SNF Quality Reporting Program Public Reporting
The IMPACT Act of 2014 modified the Social Security Act requiring that Skilled Nursing Facilities be required to submit data for public reporting. In response, CMS established the Skilled Nursing Facility Quality Reporting Program (SNF QRP) and authorized the Secretary to report quality measures that relate to care provided by SNFs on a CMS website. The SNF QRP data will be publicly reported on NH Compare. Please visit the NH Compare website to view the SNF QRP quality data.

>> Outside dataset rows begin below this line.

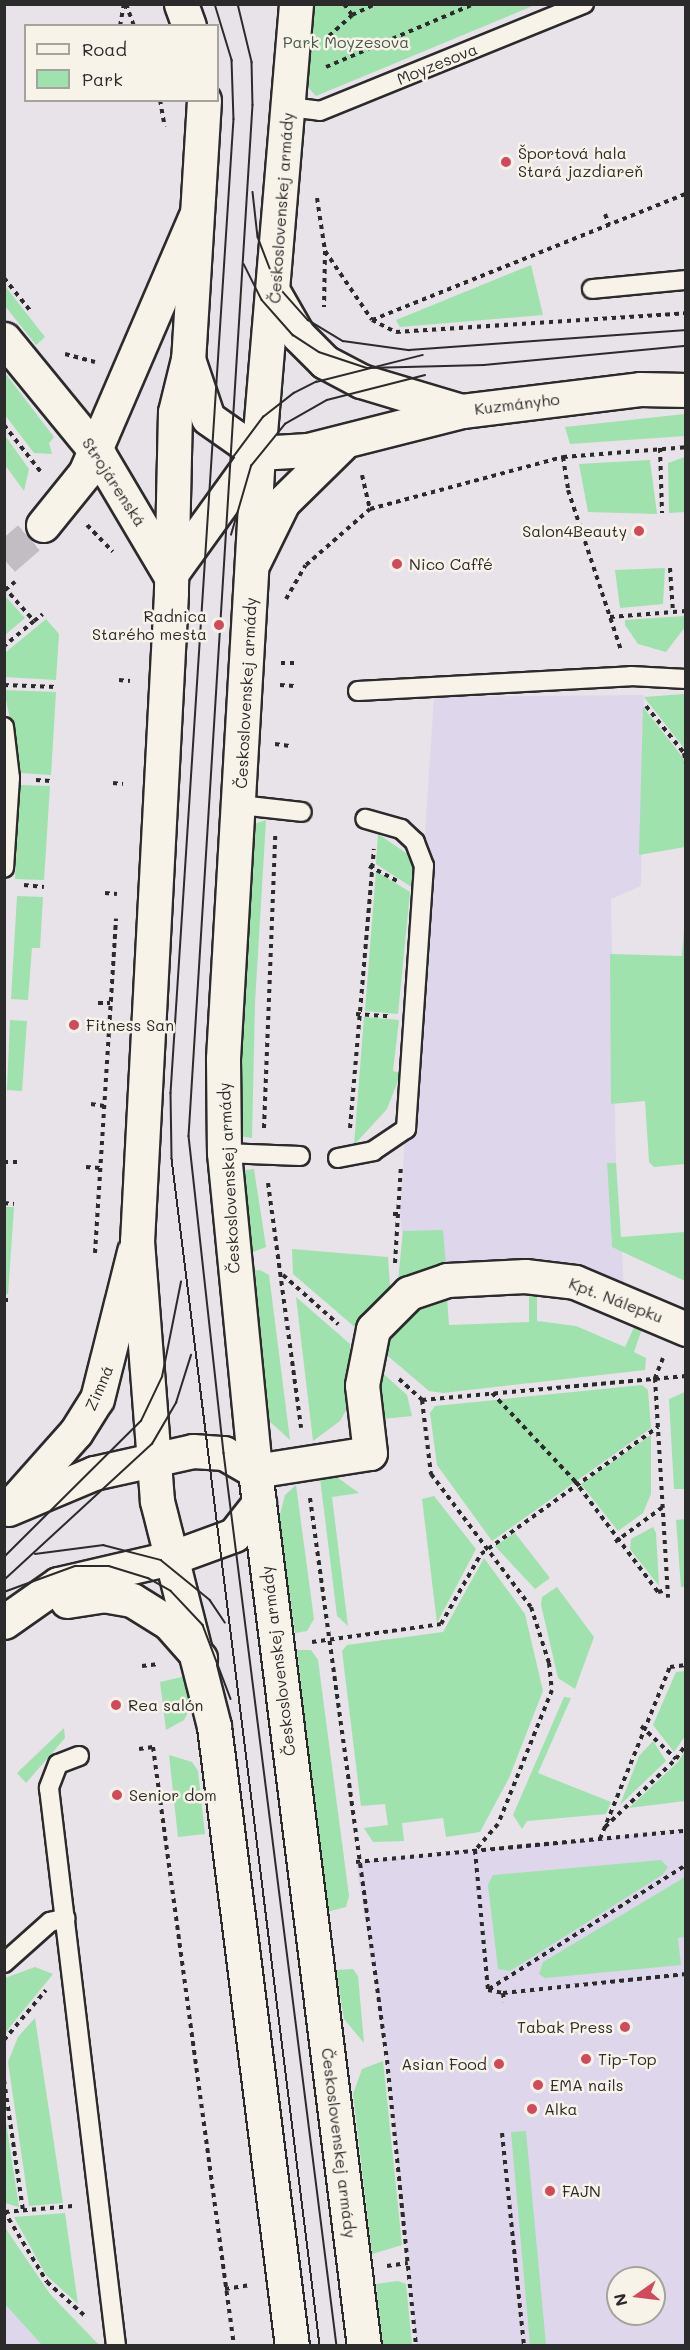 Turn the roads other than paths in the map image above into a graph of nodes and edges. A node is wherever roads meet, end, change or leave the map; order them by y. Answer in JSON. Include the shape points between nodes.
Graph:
{"nodes":[{"id":1,"x":181,"y":4,"type":"edge"},
{"id":2,"x":296,"y":4,"type":"edge"},
{"id":3,"x":584,"y":4,"type":"edge"},
{"id":4,"x":188,"y":24,"type":"edge"},
{"id":5,"x":204,"y":102,"type":"edge"},
{"id":6,"x":289,"y":106,"type":"junction"},
{"id":7,"x":201,"y":204,"type":"junction"},
{"id":8,"x":686,"y":280,"type":"edge"},
{"id":9,"x":592,"y":289,"type":"dead end"},
{"id":10,"x":275,"y":295,"type":"junction"},
{"id":11,"x":4,"y":339,"type":"edge"},
{"id":12,"x":188,"y":359,"type":"junction"},
{"id":13,"x":686,"y":390,"type":"edge"},
{"id":14,"x":462,"y":411,"type":"junction"},
{"id":15,"x":95,"y":450,"type":"junction"},
{"id":16,"x":356,"y":452,"type":"junction"},
{"id":17,"x":258,"y":453,"type":"junction"},
{"id":18,"x":43,"y":525,"type":"tunnel mouth"},
{"id":19,"x":254,"y":561,"type":"junction"},
{"id":20,"x":170,"y":575,"type":"junction"},
{"id":21,"x":686,"y":679,"type":"edge"},
{"id":22,"x":358,"y":691,"type":"dead end"},
{"id":23,"x":4,"y":727,"type":"edge"},
{"id":24,"x":240,"y":805,"type":"junction"},
{"id":25,"x":302,"y":812,"type":"dead end"},
{"id":26,"x":371,"y":820,"type":"road end"},
{"id":27,"x":4,"y":868,"type":"edge"},
{"id":28,"x":224,"y":1153,"type":"junction"},
{"id":29,"x":300,"y":1156,"type":"dead end"},
{"id":30,"x":342,"y":1159,"type":"road end"},
{"id":31,"x":136,"y":1241,"type":"junction"},
{"id":32,"x":681,"y":1327,"type":"edge"},
{"id":33,"x":152,"y":1458,"type":"junction"},
{"id":34,"x":255,"y":1471,"type":"junction"},
{"id":35,"x":259,"y":1503,"type":"junction"},
{"id":36,"x":6,"y":1510,"type":"edge"},
{"id":37,"x":171,"y":1558,"type":"junction"},
{"id":38,"x":17,"y":1614,"type":"edge"},
{"id":39,"x":200,"y":1658,"type":"junction"},
{"id":40,"x":79,"y":1756,"type":"dead end"},
{"id":41,"x":66,"y":1918,"type":"junction"},
{"id":42,"x":4,"y":1963,"type":"edge"},
{"id":43,"x":116,"y":2346,"type":"edge"},
{"id":44,"x":292,"y":2346,"type":"edge"},
{"id":45,"x":364,"y":2346,"type":"edge"}],
"edges":[{"from":1,"to":4,"type":"street"},
{"from":2,"to":6,"type":"street","name":"Československej armády"},
{"from":3,"to":6,"type":"lane","name":"Moyzesova","via":[[320,111]]},
{"from":5,"to":7,"type":"street"},
{"from":6,"to":10,"type":"street","name":"Československej armády"},
{"from":7,"to":12,"type":"street"},
{"from":7,"to":15,"type":"street"},
{"from":8,"to":9,"type":"lane"},
{"from":10,"to":14,"type":"street","via":[[298,335],[325,362],[361,381]]},
{"from":10,"to":17,"type":"street","name":"Československej armády"},
{"from":11,"to":15,"type":"street","name":"Strojárenská"},
{"from":12,"to":17,"type":"street","via":[[208,418]]},
{"from":12,"to":20,"type":"street","via":[[175,412]]},
{"from":13,"to":14,"type":"street","name":"Kuzmányho","via":[[640,390]]},
{"from":14,"to":16,"type":"street","name":"Kuzmányho"},
{"from":15,"to":18,"type":"street","via":[[66,503]]},
{"from":15,"to":20,"type":"street","name":"Strojárenská"},
{"from":16,"to":17,"type":"street","name":"Kuzmányho"},
{"from":16,"to":19,"type":"street","name":"Kuzmányho","via":[[312,469],[283,502]]},
{"from":17,"to":19,"type":"street","name":"Československej armády"},
{"from":17,"to":20,"type":"street"},
{"from":19,"to":24,"type":"street","name":"Československej armády"},
{"from":20,"to":31,"type":"street"},
{"from":21,"to":22,"type":"lane","via":[[631,676]]},
{"from":23,"to":27,"type":"lane","via":[[10,777]]},
{"from":24,"to":25,"type":"lane"},
{"from":24,"to":28,"type":"street","name":"Československej armády","via":[[223,1059]]},
{"from":26,"to":30,"type":"lane","via":[[409,835],[424,866],[406,1129],[382,1148]]},
{"from":28,"to":29,"type":"lane"},
{"from":28,"to":34,"type":"street","name":"Československej armády"},
{"from":31,"to":33,"type":"street"},
{"from":31,"to":36,"type":"street","name":"Zimná","via":[[97,1399],[76,1432]]},
{"from":32,"to":34,"type":"street","name":"Kpt. Nálepku","via":[[575,1282],[472,1276],[409,1293],[378,1321],[366,1348],[362,1385],[370,1453]]},
{"from":33,"to":34,"type":"street","name":"Zimná","via":[[224,1453]]},
{"from":33,"to":36,"type":"street","name":"Zimná","via":[[94,1473]]},
{"from":33,"to":37,"type":"street"},
{"from":34,"to":35,"type":"street","name":"Československej armády"},
{"from":35,"to":37,"type":"street","via":[[234,1535]]},
{"from":35,"to":45,"type":"street","name":"Československej armády"},
{"from":37,"to":38,"type":"street","via":[[58,1584],[40,1592]]},
{"from":37,"to":39,"type":"street"},
{"from":38,"to":39,"type":"street","via":[[103,1595],[126,1598],[169,1623]]},
{"from":39,"to":44,"type":"street","via":[[214,1726]]},
{"from":40,"to":41,"type":"lane","via":[[58,1764],[49,1788]]},
{"from":41,"to":42,"type":"lane","via":[[50,1922]]},
{"from":41,"to":43,"type":"lane"}]}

Quality Measures for SNF Public Reporting:
- Discharge to Community- Post Acute Care (PAC) SNF QRP
- Potentially Preventable 30-Days Post-Discharge Readmission Measure for SNF QRP
- Medicare Spending Per Beneficiary –PAC SNF QRP
- Application of Percent of Long-Term Care Hospital Patients with an Admission and Discharge Functional Assessment and a Care Plan that Addresses Function- NQF #2631
- Application of Percent of Residents Experiencing One or More Falls with Major Injury (Long Stay) - NQF #0674
- As finalized in the , the Percent of Residents or Patients with Pressure Ulcers that are New or Worsened (Short Stay) (NQF #0678) measure was replaced in the SNF QRP by a modified version of the measure entitled Changes in Skin Integrity Post-Acute Care: Pressure Ulcer/Injury. Reporting for the new measure is anticipated October 2020.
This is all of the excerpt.